_Records from a collection_
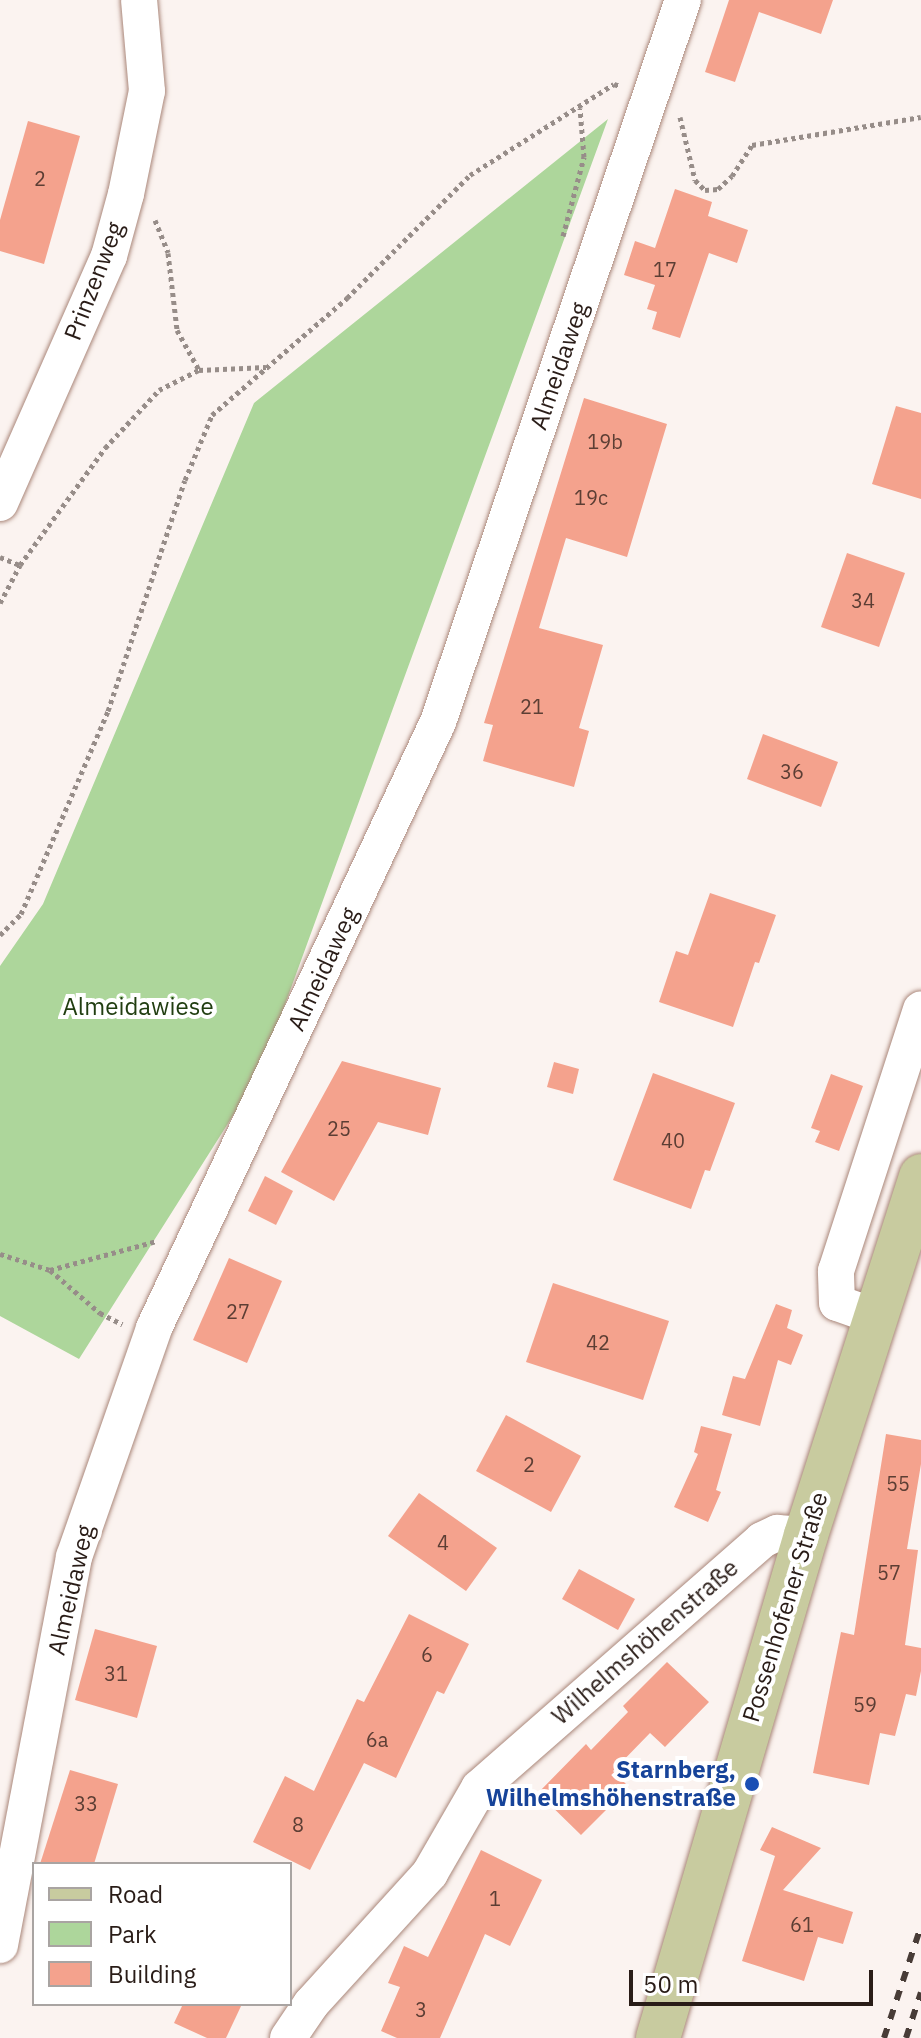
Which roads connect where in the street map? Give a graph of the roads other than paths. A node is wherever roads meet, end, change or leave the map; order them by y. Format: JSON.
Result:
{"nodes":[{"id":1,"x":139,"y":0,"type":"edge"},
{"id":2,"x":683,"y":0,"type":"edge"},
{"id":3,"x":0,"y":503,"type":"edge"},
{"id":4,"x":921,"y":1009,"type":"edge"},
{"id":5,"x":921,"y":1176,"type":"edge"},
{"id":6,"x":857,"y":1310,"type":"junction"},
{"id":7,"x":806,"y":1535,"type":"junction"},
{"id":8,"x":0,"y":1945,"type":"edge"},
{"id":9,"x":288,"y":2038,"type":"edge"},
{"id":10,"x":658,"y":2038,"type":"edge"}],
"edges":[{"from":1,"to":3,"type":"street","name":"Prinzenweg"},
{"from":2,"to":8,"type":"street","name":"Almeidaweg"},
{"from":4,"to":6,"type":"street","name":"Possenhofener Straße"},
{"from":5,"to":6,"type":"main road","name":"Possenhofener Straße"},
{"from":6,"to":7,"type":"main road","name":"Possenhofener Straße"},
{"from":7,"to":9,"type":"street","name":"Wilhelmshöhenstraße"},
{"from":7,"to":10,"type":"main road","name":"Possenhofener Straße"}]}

...

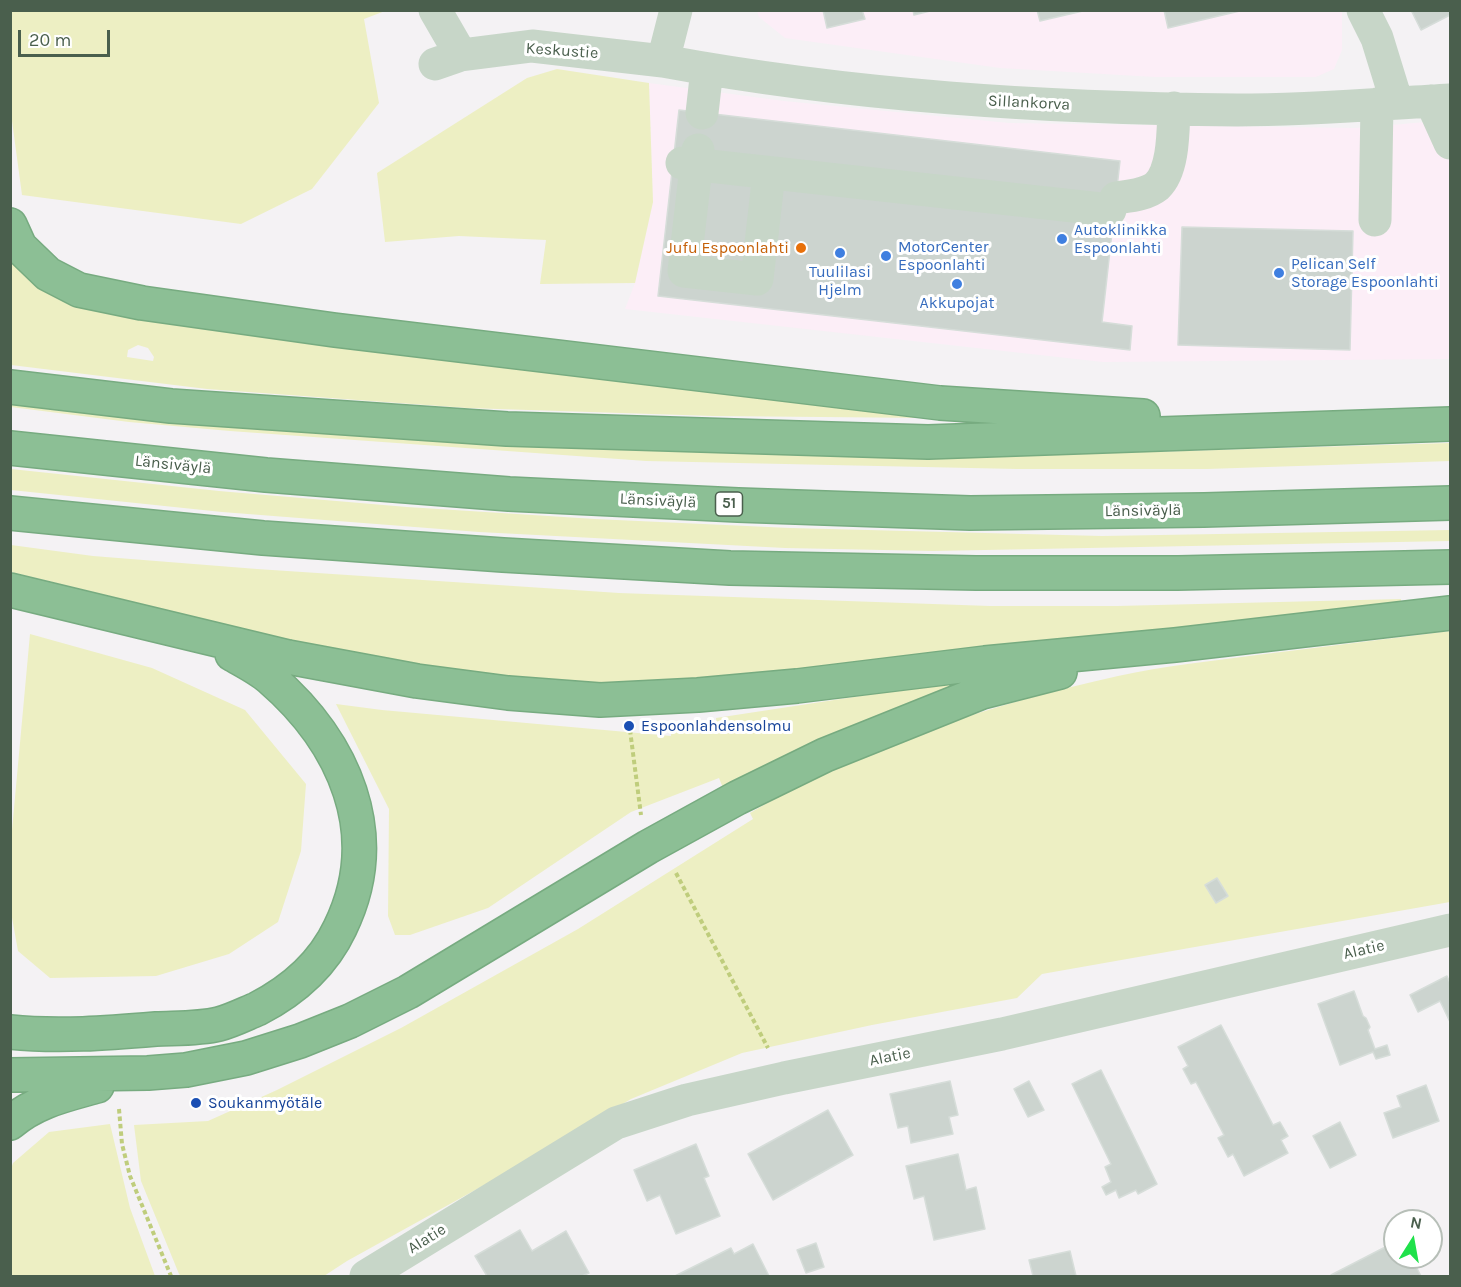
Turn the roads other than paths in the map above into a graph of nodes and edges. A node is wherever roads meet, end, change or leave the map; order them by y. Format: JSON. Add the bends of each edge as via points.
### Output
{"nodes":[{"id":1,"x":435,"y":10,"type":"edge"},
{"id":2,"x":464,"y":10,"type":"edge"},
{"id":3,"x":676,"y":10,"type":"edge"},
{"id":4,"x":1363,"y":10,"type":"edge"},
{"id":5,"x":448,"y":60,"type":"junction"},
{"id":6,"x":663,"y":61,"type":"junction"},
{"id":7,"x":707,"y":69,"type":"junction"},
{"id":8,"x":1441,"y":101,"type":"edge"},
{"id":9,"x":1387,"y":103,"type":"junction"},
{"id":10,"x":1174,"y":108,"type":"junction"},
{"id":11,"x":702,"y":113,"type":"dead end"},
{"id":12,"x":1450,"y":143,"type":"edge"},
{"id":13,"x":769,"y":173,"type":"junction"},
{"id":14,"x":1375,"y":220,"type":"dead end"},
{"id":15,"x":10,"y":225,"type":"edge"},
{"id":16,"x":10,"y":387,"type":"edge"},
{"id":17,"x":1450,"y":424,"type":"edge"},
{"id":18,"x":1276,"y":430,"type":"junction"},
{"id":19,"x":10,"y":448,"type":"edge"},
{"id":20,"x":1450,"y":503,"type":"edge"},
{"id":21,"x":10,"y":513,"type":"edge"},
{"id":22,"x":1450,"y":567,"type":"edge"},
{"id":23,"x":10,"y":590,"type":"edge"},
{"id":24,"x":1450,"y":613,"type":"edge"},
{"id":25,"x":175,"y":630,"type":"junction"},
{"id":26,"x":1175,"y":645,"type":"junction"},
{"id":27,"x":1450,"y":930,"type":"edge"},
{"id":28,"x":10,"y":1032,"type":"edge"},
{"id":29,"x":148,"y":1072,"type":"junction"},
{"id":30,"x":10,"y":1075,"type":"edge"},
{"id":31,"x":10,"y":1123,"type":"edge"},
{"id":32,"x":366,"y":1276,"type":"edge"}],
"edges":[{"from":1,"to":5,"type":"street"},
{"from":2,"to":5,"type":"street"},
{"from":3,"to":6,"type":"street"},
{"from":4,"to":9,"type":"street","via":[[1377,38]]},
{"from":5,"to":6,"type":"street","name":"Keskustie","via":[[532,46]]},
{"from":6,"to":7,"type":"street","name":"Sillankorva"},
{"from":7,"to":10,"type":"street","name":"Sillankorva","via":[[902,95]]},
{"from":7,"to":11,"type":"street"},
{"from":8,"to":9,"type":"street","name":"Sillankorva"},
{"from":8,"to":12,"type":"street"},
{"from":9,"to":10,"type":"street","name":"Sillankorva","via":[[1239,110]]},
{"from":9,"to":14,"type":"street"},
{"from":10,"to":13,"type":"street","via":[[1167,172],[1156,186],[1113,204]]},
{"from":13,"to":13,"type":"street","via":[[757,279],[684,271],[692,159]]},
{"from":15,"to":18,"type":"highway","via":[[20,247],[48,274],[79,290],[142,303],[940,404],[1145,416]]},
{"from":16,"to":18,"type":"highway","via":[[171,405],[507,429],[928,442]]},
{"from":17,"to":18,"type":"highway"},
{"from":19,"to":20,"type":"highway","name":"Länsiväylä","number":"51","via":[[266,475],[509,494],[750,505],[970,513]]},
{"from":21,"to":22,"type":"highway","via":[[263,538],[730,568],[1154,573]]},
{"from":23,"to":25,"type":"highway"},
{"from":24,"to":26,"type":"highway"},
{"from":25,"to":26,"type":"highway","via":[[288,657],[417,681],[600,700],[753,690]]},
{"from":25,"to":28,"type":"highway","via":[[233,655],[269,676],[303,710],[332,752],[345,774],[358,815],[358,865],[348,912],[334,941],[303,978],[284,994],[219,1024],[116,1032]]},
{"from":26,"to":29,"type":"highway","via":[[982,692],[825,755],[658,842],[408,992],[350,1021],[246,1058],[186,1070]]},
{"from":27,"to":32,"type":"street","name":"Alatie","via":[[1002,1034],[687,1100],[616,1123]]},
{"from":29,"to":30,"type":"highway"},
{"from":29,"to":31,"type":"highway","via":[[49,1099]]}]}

_WHAT IS REQUIRED_
The number of lines containing "paths" is all that is wanted; tally them in the data.

_RESULT OF THIS TASK_
2